Please write out every entry below, word for word.

*** DATA FOR REVIEW

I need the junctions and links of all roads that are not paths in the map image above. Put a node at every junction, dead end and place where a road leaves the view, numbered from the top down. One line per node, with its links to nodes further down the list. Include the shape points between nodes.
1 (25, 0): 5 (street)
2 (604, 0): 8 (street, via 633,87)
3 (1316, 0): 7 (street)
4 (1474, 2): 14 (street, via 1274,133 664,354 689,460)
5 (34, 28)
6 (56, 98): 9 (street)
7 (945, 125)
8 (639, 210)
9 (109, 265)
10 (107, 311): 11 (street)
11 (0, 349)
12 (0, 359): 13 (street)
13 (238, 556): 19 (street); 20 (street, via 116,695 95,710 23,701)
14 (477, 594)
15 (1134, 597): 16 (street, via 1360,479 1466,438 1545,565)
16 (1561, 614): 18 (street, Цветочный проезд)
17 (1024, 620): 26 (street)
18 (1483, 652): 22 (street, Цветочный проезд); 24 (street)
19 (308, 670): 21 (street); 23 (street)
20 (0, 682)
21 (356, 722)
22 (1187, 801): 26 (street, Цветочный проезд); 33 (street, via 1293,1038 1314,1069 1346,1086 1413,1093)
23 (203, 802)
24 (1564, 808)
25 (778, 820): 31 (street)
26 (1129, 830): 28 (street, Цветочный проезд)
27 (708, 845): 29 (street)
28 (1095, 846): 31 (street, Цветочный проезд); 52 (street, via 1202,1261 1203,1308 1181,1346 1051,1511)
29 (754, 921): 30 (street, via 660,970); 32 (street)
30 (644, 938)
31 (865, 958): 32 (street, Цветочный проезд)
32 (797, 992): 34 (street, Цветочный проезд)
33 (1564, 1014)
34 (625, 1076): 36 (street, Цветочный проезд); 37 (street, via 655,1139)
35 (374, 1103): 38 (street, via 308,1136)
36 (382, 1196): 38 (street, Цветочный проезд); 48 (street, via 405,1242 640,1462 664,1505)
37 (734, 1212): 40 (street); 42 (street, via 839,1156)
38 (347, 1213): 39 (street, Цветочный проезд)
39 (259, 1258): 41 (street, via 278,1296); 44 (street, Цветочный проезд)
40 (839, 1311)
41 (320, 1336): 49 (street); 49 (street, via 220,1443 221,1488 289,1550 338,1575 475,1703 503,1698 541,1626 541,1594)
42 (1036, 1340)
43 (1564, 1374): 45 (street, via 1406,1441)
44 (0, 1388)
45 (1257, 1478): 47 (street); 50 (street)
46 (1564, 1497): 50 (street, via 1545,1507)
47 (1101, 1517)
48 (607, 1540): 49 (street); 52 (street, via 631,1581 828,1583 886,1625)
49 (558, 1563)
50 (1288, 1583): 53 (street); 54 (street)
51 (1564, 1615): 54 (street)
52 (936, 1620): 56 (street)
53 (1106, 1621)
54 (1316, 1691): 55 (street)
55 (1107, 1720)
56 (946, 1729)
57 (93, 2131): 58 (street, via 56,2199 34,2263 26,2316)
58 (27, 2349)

******

--- ANSWER ---
I need the junctions and links of all roads that are not paths in the map image above. Put a node at every junction, dead end and place where a road leaves the view, numbered from the top down. One line per node, with its links to nodes further down the list. Include the shape points between nodes.
1 (25, 0): 5 (street)
2 (604, 0): 8 (street, via 633,87)
3 (1316, 0): 7 (street)
4 (1474, 2): 14 (street, via 1274,133 664,354 689,460)
5 (34, 28)
6 (56, 98): 9 (street)
7 (945, 125)
8 (639, 210)
9 (109, 265)
10 (107, 311): 11 (street)
11 (0, 349)
12 (0, 359): 13 (street)
13 (238, 556): 19 (street); 20 (street, via 116,695 95,710 23,701)
14 (477, 594)
15 (1134, 597): 16 (street, via 1360,479 1466,438 1545,565)
16 (1561, 614): 18 (street, Цветочный проезд)
17 (1024, 620): 26 (street)
18 (1483, 652): 22 (street, Цветочный проезд); 24 (street)
19 (308, 670): 21 (street); 23 (street)
20 (0, 682)
21 (356, 722)
22 (1187, 801): 26 (street, Цветочный проезд); 33 (street, via 1293,1038 1314,1069 1346,1086 1413,1093)
23 (203, 802)
24 (1564, 808)
25 (778, 820): 31 (street)
26 (1129, 830): 28 (street, Цветочный проезд)
27 (708, 845): 29 (street)
28 (1095, 846): 31 (street, Цветочный проезд); 52 (street, via 1202,1261 1203,1308 1181,1346 1051,1511)
29 (754, 921): 30 (street, via 660,970); 32 (street)
30 (644, 938)
31 (865, 958): 32 (street, Цветочный проезд)
32 (797, 992): 34 (street, Цветочный проезд)
33 (1564, 1014)
34 (625, 1076): 36 (street, Цветочный проезд); 37 (street, via 655,1139)
35 (374, 1103): 38 (street, via 308,1136)
36 (382, 1196): 38 (street, Цветочный проезд); 48 (street, via 405,1242 640,1462 664,1505)
37 (734, 1212): 40 (street); 42 (street, via 839,1156)
38 (347, 1213): 39 (street, Цветочный проезд)
39 (259, 1258): 41 (street, via 278,1296); 44 (street, Цветочный проезд)
40 (839, 1311)
41 (320, 1336): 49 (street); 49 (street, via 220,1443 221,1488 289,1550 338,1575 475,1703 503,1698 541,1626 541,1594)
42 (1036, 1340)
43 (1564, 1374): 45 (street, via 1406,1441)
44 (0, 1388)
45 (1257, 1478): 47 (street); 50 (street)
46 (1564, 1497): 50 (street, via 1545,1507)
47 (1101, 1517)
48 (607, 1540): 49 (street); 52 (street, via 631,1581 828,1583 886,1625)
49 (558, 1563)
50 (1288, 1583): 53 (street); 54 (street)
51 (1564, 1615): 54 (street)
52 (936, 1620): 56 (street)
53 (1106, 1621)
54 (1316, 1691): 55 (street)
55 (1107, 1720)
56 (946, 1729)
57 (93, 2131): 58 (street, via 56,2199 34,2263 26,2316)
58 (27, 2349)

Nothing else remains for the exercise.